ENTRIES SHOWN
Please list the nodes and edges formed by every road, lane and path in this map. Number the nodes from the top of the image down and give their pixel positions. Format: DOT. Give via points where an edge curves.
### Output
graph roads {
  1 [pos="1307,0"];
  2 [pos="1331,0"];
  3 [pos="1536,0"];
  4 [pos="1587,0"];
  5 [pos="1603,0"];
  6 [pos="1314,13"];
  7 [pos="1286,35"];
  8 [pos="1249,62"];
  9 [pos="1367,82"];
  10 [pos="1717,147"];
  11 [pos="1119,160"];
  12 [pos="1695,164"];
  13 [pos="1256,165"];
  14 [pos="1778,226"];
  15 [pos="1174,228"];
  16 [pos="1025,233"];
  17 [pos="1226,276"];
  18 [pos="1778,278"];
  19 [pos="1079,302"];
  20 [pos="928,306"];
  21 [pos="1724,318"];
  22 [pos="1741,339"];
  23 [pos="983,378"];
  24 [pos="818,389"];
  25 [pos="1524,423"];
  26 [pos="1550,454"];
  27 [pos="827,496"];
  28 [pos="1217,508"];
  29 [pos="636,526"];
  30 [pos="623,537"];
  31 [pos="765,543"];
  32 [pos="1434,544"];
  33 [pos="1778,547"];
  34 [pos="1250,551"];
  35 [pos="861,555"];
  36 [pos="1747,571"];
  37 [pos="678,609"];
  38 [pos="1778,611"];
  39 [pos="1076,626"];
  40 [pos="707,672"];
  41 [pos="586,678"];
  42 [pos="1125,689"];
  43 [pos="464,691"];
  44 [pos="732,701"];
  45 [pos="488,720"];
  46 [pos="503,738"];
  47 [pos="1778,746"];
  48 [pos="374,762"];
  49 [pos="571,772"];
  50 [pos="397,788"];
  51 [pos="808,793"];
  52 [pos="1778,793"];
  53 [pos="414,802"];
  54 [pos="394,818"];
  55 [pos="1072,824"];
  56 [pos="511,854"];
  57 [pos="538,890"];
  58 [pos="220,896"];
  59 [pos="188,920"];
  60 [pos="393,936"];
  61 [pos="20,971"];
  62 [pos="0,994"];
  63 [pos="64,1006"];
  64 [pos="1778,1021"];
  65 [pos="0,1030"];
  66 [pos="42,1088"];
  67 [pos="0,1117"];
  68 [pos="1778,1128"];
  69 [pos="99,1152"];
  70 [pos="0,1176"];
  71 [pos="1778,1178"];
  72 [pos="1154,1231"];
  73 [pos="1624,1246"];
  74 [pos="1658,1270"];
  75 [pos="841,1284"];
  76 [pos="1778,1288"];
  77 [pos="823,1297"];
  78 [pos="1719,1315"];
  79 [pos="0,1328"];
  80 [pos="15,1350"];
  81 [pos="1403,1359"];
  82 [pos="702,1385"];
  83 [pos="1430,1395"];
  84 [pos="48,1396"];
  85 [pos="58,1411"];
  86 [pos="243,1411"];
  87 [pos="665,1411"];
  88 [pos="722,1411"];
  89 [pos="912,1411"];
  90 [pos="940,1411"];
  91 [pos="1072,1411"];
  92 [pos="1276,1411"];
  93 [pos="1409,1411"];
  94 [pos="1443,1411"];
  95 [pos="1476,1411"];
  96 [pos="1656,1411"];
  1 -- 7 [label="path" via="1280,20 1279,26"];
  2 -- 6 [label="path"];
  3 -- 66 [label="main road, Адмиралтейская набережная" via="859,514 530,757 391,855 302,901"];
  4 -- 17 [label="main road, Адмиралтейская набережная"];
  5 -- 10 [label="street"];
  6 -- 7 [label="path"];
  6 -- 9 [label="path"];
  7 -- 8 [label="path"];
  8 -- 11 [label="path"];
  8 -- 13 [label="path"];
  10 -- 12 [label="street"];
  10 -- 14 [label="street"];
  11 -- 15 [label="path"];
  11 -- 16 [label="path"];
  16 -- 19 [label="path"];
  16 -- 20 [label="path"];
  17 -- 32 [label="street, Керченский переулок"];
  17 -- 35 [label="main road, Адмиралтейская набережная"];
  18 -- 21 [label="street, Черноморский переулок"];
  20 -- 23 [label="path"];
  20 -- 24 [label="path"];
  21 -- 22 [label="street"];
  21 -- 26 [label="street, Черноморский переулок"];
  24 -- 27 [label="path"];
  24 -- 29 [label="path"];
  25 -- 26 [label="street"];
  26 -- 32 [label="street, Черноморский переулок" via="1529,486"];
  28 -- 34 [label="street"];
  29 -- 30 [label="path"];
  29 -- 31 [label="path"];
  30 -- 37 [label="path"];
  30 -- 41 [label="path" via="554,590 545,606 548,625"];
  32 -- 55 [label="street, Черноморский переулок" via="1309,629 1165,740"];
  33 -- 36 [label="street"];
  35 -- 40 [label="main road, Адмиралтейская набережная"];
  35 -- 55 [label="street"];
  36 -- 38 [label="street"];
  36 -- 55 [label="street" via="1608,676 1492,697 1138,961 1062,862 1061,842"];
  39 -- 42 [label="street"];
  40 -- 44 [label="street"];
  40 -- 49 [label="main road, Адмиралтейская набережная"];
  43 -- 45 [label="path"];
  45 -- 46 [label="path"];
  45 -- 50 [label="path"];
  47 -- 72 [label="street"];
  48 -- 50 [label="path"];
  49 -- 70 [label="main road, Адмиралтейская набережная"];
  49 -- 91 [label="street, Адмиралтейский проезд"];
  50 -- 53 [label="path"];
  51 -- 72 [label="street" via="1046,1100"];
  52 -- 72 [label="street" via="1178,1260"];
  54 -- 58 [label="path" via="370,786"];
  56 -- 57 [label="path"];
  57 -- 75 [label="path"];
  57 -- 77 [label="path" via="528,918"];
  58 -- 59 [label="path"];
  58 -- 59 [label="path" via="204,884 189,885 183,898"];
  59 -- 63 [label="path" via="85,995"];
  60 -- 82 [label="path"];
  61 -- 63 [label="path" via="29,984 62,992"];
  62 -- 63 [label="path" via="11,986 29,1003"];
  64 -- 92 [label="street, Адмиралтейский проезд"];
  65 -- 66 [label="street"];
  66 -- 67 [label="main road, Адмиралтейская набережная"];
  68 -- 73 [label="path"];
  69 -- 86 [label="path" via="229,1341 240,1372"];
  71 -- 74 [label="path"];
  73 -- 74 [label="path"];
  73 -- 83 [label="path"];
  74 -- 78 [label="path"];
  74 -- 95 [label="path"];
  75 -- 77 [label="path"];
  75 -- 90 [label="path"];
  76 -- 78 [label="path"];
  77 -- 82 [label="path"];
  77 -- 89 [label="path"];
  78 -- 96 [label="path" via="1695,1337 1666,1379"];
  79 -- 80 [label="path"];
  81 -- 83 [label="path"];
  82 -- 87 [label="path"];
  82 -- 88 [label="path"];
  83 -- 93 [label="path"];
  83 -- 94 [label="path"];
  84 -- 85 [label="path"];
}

THE PROBLEM
Exact transcription of the records is all that is wanted.

REPLY TO THE TASK
Please list the nodes and edges formed by every road, lane and path in this map. Number the nodes from the top of the image down and give their pixel positions. Format: DOT. Give via points where an edge curves.
### Output
graph roads {
  1 [pos="1307,0"];
  2 [pos="1331,0"];
  3 [pos="1536,0"];
  4 [pos="1587,0"];
  5 [pos="1603,0"];
  6 [pos="1314,13"];
  7 [pos="1286,35"];
  8 [pos="1249,62"];
  9 [pos="1367,82"];
  10 [pos="1717,147"];
  11 [pos="1119,160"];
  12 [pos="1695,164"];
  13 [pos="1256,165"];
  14 [pos="1778,226"];
  15 [pos="1174,228"];
  16 [pos="1025,233"];
  17 [pos="1226,276"];
  18 [pos="1778,278"];
  19 [pos="1079,302"];
  20 [pos="928,306"];
  21 [pos="1724,318"];
  22 [pos="1741,339"];
  23 [pos="983,378"];
  24 [pos="818,389"];
  25 [pos="1524,423"];
  26 [pos="1550,454"];
  27 [pos="827,496"];
  28 [pos="1217,508"];
  29 [pos="636,526"];
  30 [pos="623,537"];
  31 [pos="765,543"];
  32 [pos="1434,544"];
  33 [pos="1778,547"];
  34 [pos="1250,551"];
  35 [pos="861,555"];
  36 [pos="1747,571"];
  37 [pos="678,609"];
  38 [pos="1778,611"];
  39 [pos="1076,626"];
  40 [pos="707,672"];
  41 [pos="586,678"];
  42 [pos="1125,689"];
  43 [pos="464,691"];
  44 [pos="732,701"];
  45 [pos="488,720"];
  46 [pos="503,738"];
  47 [pos="1778,746"];
  48 [pos="374,762"];
  49 [pos="571,772"];
  50 [pos="397,788"];
  51 [pos="808,793"];
  52 [pos="1778,793"];
  53 [pos="414,802"];
  54 [pos="394,818"];
  55 [pos="1072,824"];
  56 [pos="511,854"];
  57 [pos="538,890"];
  58 [pos="220,896"];
  59 [pos="188,920"];
  60 [pos="393,936"];
  61 [pos="20,971"];
  62 [pos="0,994"];
  63 [pos="64,1006"];
  64 [pos="1778,1021"];
  65 [pos="0,1030"];
  66 [pos="42,1088"];
  67 [pos="0,1117"];
  68 [pos="1778,1128"];
  69 [pos="99,1152"];
  70 [pos="0,1176"];
  71 [pos="1778,1178"];
  72 [pos="1154,1231"];
  73 [pos="1624,1246"];
  74 [pos="1658,1270"];
  75 [pos="841,1284"];
  76 [pos="1778,1288"];
  77 [pos="823,1297"];
  78 [pos="1719,1315"];
  79 [pos="0,1328"];
  80 [pos="15,1350"];
  81 [pos="1403,1359"];
  82 [pos="702,1385"];
  83 [pos="1430,1395"];
  84 [pos="48,1396"];
  85 [pos="58,1411"];
  86 [pos="243,1411"];
  87 [pos="665,1411"];
  88 [pos="722,1411"];
  89 [pos="912,1411"];
  90 [pos="940,1411"];
  91 [pos="1072,1411"];
  92 [pos="1276,1411"];
  93 [pos="1409,1411"];
  94 [pos="1443,1411"];
  95 [pos="1476,1411"];
  96 [pos="1656,1411"];
  1 -- 7 [label="path" via="1280,20 1279,26"];
  2 -- 6 [label="path"];
  3 -- 66 [label="main road, Адмиралтейская набережная" via="859,514 530,757 391,855 302,901"];
  4 -- 17 [label="main road, Адмиралтейская набережная"];
  5 -- 10 [label="street"];
  6 -- 7 [label="path"];
  6 -- 9 [label="path"];
  7 -- 8 [label="path"];
  8 -- 11 [label="path"];
  8 -- 13 [label="path"];
  10 -- 12 [label="street"];
  10 -- 14 [label="street"];
  11 -- 15 [label="path"];
  11 -- 16 [label="path"];
  16 -- 19 [label="path"];
  16 -- 20 [label="path"];
  17 -- 32 [label="street, Керченский переулок"];
  17 -- 35 [label="main road, Адмиралтейская набережная"];
  18 -- 21 [label="street, Черноморский переулок"];
  20 -- 23 [label="path"];
  20 -- 24 [label="path"];
  21 -- 22 [label="street"];
  21 -- 26 [label="street, Черноморский переулок"];
  24 -- 27 [label="path"];
  24 -- 29 [label="path"];
  25 -- 26 [label="street"];
  26 -- 32 [label="street, Черноморский переулок" via="1529,486"];
  28 -- 34 [label="street"];
  29 -- 30 [label="path"];
  29 -- 31 [label="path"];
  30 -- 37 [label="path"];
  30 -- 41 [label="path" via="554,590 545,606 548,625"];
  32 -- 55 [label="street, Черноморский переулок" via="1309,629 1165,740"];
  33 -- 36 [label="street"];
  35 -- 40 [label="main road, Адмиралтейская набережная"];
  35 -- 55 [label="street"];
  36 -- 38 [label="street"];
  36 -- 55 [label="street" via="1608,676 1492,697 1138,961 1062,862 1061,842"];
  39 -- 42 [label="street"];
  40 -- 44 [label="street"];
  40 -- 49 [label="main road, Адмиралтейская набережная"];
  43 -- 45 [label="path"];
  45 -- 46 [label="path"];
  45 -- 50 [label="path"];
  47 -- 72 [label="street"];
  48 -- 50 [label="path"];
  49 -- 70 [label="main road, Адмиралтейская набережная"];
  49 -- 91 [label="street, Адмиралтейский проезд"];
  50 -- 53 [label="path"];
  51 -- 72 [label="street" via="1046,1100"];
  52 -- 72 [label="street" via="1178,1260"];
  54 -- 58 [label="path" via="370,786"];
  56 -- 57 [label="path"];
  57 -- 75 [label="path"];
  57 -- 77 [label="path" via="528,918"];
  58 -- 59 [label="path"];
  58 -- 59 [label="path" via="204,884 189,885 183,898"];
  59 -- 63 [label="path" via="85,995"];
  60 -- 82 [label="path"];
  61 -- 63 [label="path" via="29,984 62,992"];
  62 -- 63 [label="path" via="11,986 29,1003"];
  64 -- 92 [label="street, Адмиралтейский проезд"];
  65 -- 66 [label="street"];
  66 -- 67 [label="main road, Адмиралтейская набережная"];
  68 -- 73 [label="path"];
  69 -- 86 [label="path" via="229,1341 240,1372"];
  71 -- 74 [label="path"];
  73 -- 74 [label="path"];
  73 -- 83 [label="path"];
  74 -- 78 [label="path"];
  74 -- 95 [label="path"];
  75 -- 77 [label="path"];
  75 -- 90 [label="path"];
  76 -- 78 [label="path"];
  77 -- 82 [label="path"];
  77 -- 89 [label="path"];
  78 -- 96 [label="path" via="1695,1337 1666,1379"];
  79 -- 80 [label="path"];
  81 -- 83 [label="path"];
  82 -- 87 [label="path"];
  82 -- 88 [label="path"];
  83 -- 93 [label="path"];
  83 -- 94 [label="path"];
  84 -- 85 [label="path"];
}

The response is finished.